Assignment:
Your reply should be a faithful copy of the records below, free of pictures.

Supplied entries:

⁂

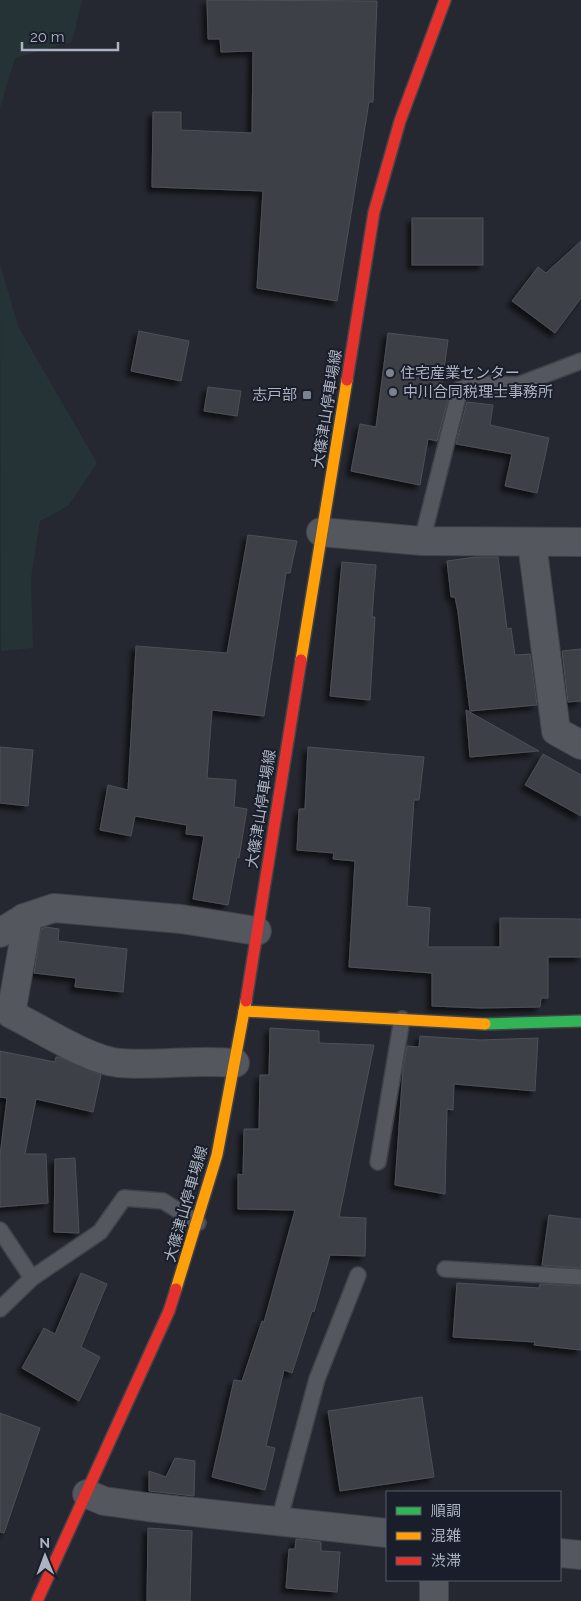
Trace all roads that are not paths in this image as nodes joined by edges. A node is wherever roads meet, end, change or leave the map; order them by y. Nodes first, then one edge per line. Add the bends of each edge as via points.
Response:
1 (445, 0) edge
2 (581, 361) edge
3 (321, 532) junction
4 (422, 541) junction
5 (581, 542) edge
6 (532, 543) junction
7 (581, 745) edge
8 (24, 918) junction
9 (257, 931) junction
10 (0, 933) edge
11 (244, 1011) junction
12 (402, 1019) junction
13 (581, 1021) edge
14 (235, 1063) junction
15 (378, 1162) dead end
16 (198, 1223) junction
17 (0, 1230) edge
18 (445, 1269) dead end
19 (358, 1275) dead end
20 (581, 1276) edge
21 (32, 1278) junction
22 (0, 1308) edge
23 (87, 1494) junction
24 (279, 1521) junction
25 (386, 1533) edge
26 (561, 1553) edge
27 (581, 1555) edge
28 (434, 1581) edge
29 (37, 1601) edge
30 (434, 1601) edge

1 - 3 main road, 大篠津山停車場線 via 400,121 374,212
2 - 4 lane via 518,385 479,384 460,389
3 - 4 street
3 - 9 main road, 大篠津山停車場線
4 - 6 street
5 - 6 street
6 - 7 street via 556,730
8 - 9 street via 54,908 181,919
8 - 10 street
8 - 14 street via 26,929 11,1014 98,1058 118,1062
9 - 11 main road, 大篠津山停車場線
11 - 12 main road
11 - 14 main road, 大篠津山停車場線
12 - 13 main road via 480,1024
12 - 15 lane
14 - 16 main road, 大篠津山停車場線 via 217,1155
16 - 21 lane via 163,1201 124,1198 100,1232
16 - 23 main road, 大篠津山停車場線 via 169,1311
17 - 21 lane
18 - 20 lane
19 - 24 lane via 317,1379
21 - 22 lane
23 - 24 street via 104,1501
23 - 29 main road, 大篠津山停車場線
24 - 25 street
26 - 27 street
28 - 30 street

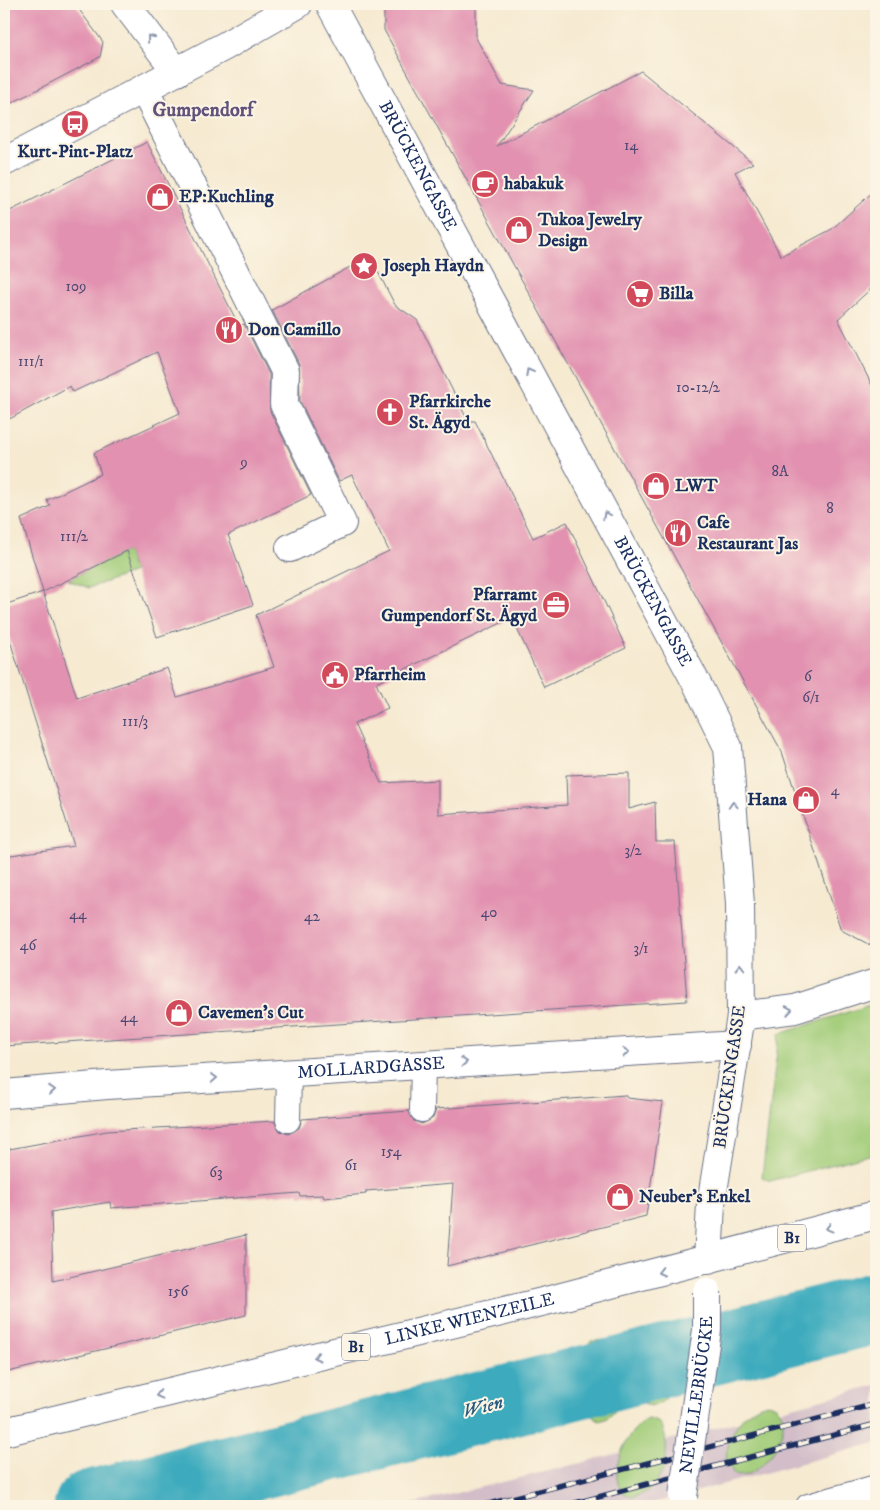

⁂

Your solution:
Trace all roads that are not paths in this image as nodes joined by edges. A node is wherever roads meet, end, change or leave the map; order them by y. Nodes first, then one edge per line. Add the bends of each edge as via points.
Response:
1 (445, 0) edge
2 (581, 361) edge
3 (321, 532) junction
4 (422, 541) junction
5 (581, 542) edge
6 (532, 543) junction
7 (581, 745) edge
8 (24, 918) junction
9 (257, 931) junction
10 (0, 933) edge
11 (244, 1011) junction
12 (402, 1019) junction
13 (581, 1021) edge
14 (235, 1063) junction
15 (378, 1162) dead end
16 (198, 1223) junction
17 (0, 1230) edge
18 (445, 1269) dead end
19 (358, 1275) dead end
20 (581, 1276) edge
21 (32, 1278) junction
22 (0, 1308) edge
23 (87, 1494) junction
24 (279, 1521) junction
25 (386, 1533) edge
26 (561, 1553) edge
27 (581, 1555) edge
28 (434, 1581) edge
29 (37, 1601) edge
30 (434, 1601) edge

1 - 3 main road, 大篠津山停車場線 via 400,121 374,212
2 - 4 lane via 518,385 479,384 460,389
3 - 4 street
3 - 9 main road, 大篠津山停車場線
4 - 6 street
5 - 6 street
6 - 7 street via 556,730
8 - 9 street via 54,908 181,919
8 - 10 street
8 - 14 street via 26,929 11,1014 98,1058 118,1062
9 - 11 main road, 大篠津山停車場線
11 - 12 main road
11 - 14 main road, 大篠津山停車場線
12 - 13 main road via 480,1024
12 - 15 lane
14 - 16 main road, 大篠津山停車場線 via 217,1155
16 - 21 lane via 163,1201 124,1198 100,1232
16 - 23 main road, 大篠津山停車場線 via 169,1311
17 - 21 lane
18 - 20 lane
19 - 24 lane via 317,1379
21 - 22 lane
23 - 24 street via 104,1501
23 - 29 main road, 大篠津山停車場線
24 - 25 street
26 - 27 street
28 - 30 street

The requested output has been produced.